──────── Data for processing
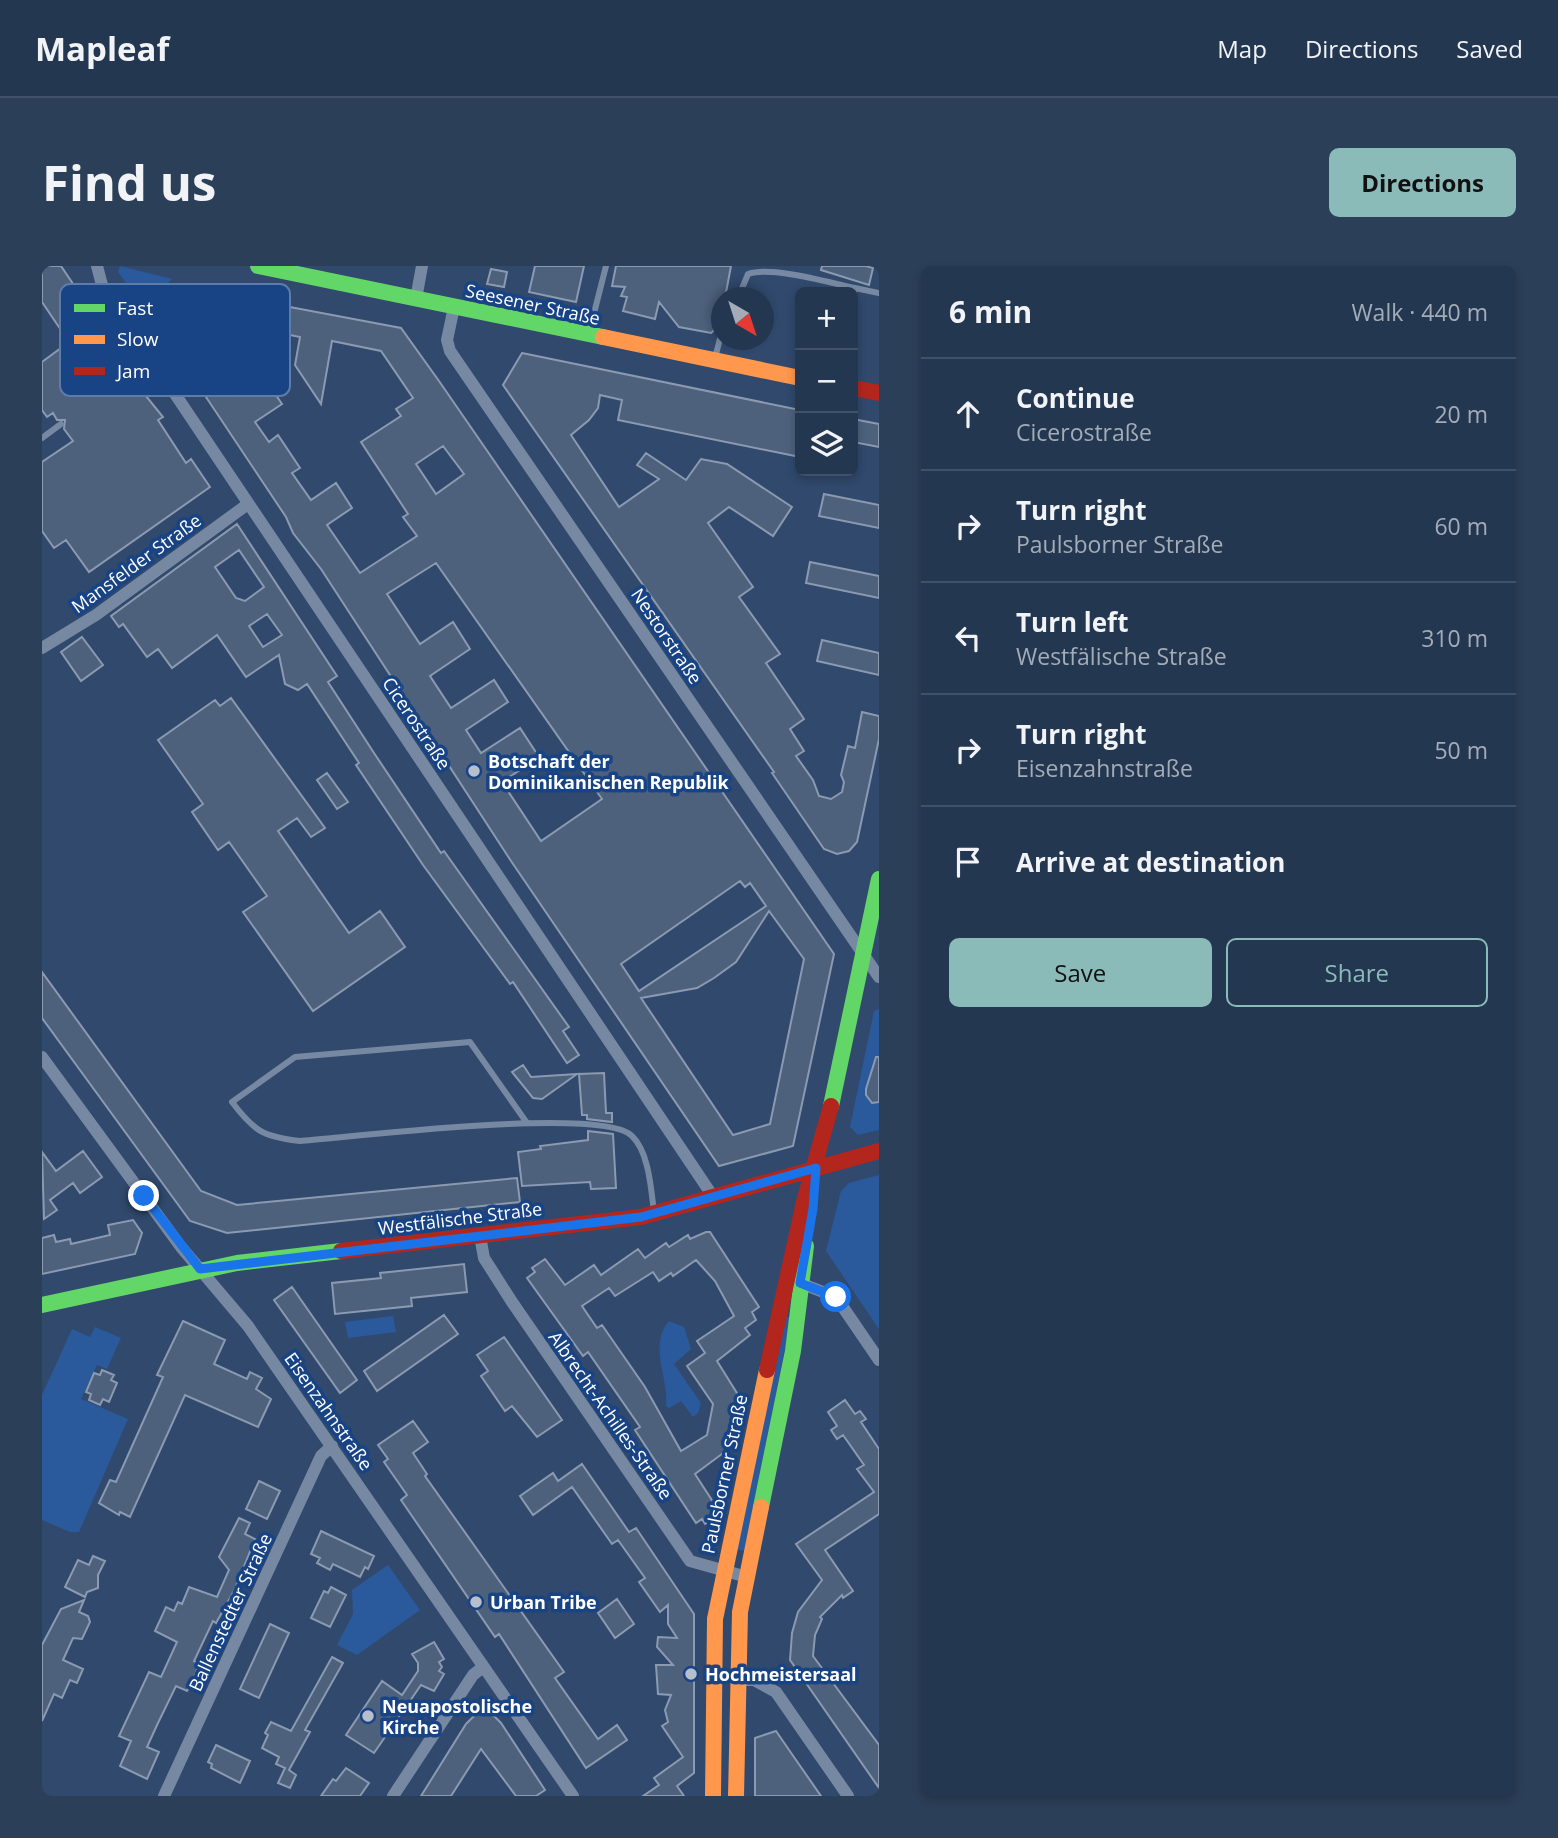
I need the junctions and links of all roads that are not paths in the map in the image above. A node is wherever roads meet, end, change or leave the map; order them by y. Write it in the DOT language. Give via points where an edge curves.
graph roads {
  1 [pos="97,266"];
  2 [pos="258,266"];
  3 [pos="422,266"];
  4 [pos="606,266"];
  5 [pos="102,284"];
  6 [pos="743,287"];
  7 [pos="835,287"];
  8 [pos="858,292"];
  9 [pos="879,293"];
  10 [pos="416,299"];
  11 [pos="454,307"];
  12 [pos="589,335"];
  13 [pos="717,350"];
  14 [pos="715,360"];
  15 [pos="795,376"];
  16 [pos="858,389"];
  17 [pos="879,393"];
  18 [pos="177,396"];
  19 [pos="61,424"];
  20 [pos="42,438"];
  21 [pos="248,504"];
  22 [pos="42,648"];
  23 [pos="879,879"];
  24 [pos="863,953"];
  25 [pos="879,977"];
  26 [pos="42,1057"];
  27 [pos="527,1123"];
  28 [pos="879,1151"];
  29 [pos="816,1168"];
  30 [pos="714,1198"];
  31 [pos="655,1213"];
  32 [pos="480,1236"];
  33 [pos="200,1269"];
  34 [pos="794,1280"];
  35 [pos="42,1305"];
  36 [pos="879,1360"];
  37 [pos="332,1446"];
  38 [pos="723,1571"];
  39 [pos="747,1577"];
  40 [pos="483,1667"];
  41 [pos="714,1680"];
  42 [pos="737,1680"];
  43 [pos="713,1794"];
  44 [pos="736,1795"];
  45 [pos="164,1796"];
  46 [pos="393,1796"];
  47 [pos="573,1796"];
  48 [pos="848,1796"];
  1 -- 5 [label="street, Cicerostraße"];
  2 -- 10 [label="street, Seesener Straße"];
  3 -- 10 [label="street"];
  4 -- 12 [label="lane"];
  6 -- 7 [label="lane" via="748,274 757,269"];
  8 -- 9 [label="lane"];
  10 -- 11 [label="street, Seesener Straße"];
  11 -- 12 [label="street, Seesener Straße"];
  11 -- 24 [label="street, Nestorstraße" via="447,340 450,351"];
  12 -- 14 [label="street, Seesener Straße"];
  13 -- 14 [label="lane"];
  14 -- 15 [label="street, Seesener Straße"];
  16 -- 17 [label="street"];
  18 -- 21 [label="street, Cicerostraße"];
  19 -- 20 [label="lane"];
  21 -- 22 [label="street, Mansfelder Straße" via="94,616"];
  21 -- 30 [label="street, Cicerostraße"];
  23 -- 24 [label="street, Paulsborner Straße"];
  24 -- 25 [label="street, Nestorstraße"];
  24 -- 29 [label="street, Paulsborner Straße"];
  26 -- 33 [label="street, Eisenzahnstraße"];
  27 -- 27 [label="lane" via="300,1141 272,1138 251,1126 232,1102 295,1058 470,1042"];
  27 -- 31 [label="lane" via="619,1126 633,1136 643,1156"];
  28 -- 29 [label="street, Westfälische Straße"];
  29 -- 30 [label="street, Westfälische Straße"];
  29 -- 34 [label="street, Paulsborner Straße" via="804,1202"];
  30 -- 31 [label="street, Westfälische Straße"];
  31 -- 32 [label="street, Westfälische Straße"];
  32 -- 33 [label="street, Westfälische Straße"];
  32 -- 38 [label="street, Albrecht-Achilles-Straße" via="484,1258 505,1292 690,1561"];
  33 -- 35 [label="street, Westfälische Straße"];
  33 -- 37 [label="street, Eisenzahnstraße" via="248,1326"];
  34 -- 36 [label="street" via="836,1297"];
  34 -- 38 [label="street, Paulsborner Straße"];
  34 -- 39 [label="street, Paulsborner Straße" via="793,1351"];
  37 -- 40 [label="street, Eisenzahnstraße"];
  37 -- 45 [label="street, Ballenstedter Straße" via="321,1456"];
  38 -- 39 [label="street, Albrecht-Achilles-Straße"];
  38 -- 41 [label="street, Paulsborner Straße" via="715,1619"];
  39 -- 42 [label="street, Paulsborner Straße" via="740,1612"];
  40 -- 46 [label="street" via="473,1675"];
  40 -- 47 [label="street, Eisenzahnstraße"];
  41 -- 42 [label="street"];
  41 -- 43 [label="street, Paulsborner Straße"];
  42 -- 44 [label="street, Paulsborner Straße"];
  42 -- 48 [label="street" via="754,1680 776,1692"];
  43 -- 44 [label="street, Paulsborner Straße"];
}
────────────────
**Work order**
Once you have found every line in the listing that holds the string "Westfälische", copy each of them.

**Answer to this problem**
  28 -- 29 [label="street, Westfälische Straße"];
  29 -- 30 [label="street, Westfälische Straße"];
  30 -- 31 [label="street, Westfälische Straße"];
  31 -- 32 [label="street, Westfälische Straße"];
  32 -- 33 [label="street, Westfälische Straße"];
  33 -- 35 [label="street, Westfälische Straße"];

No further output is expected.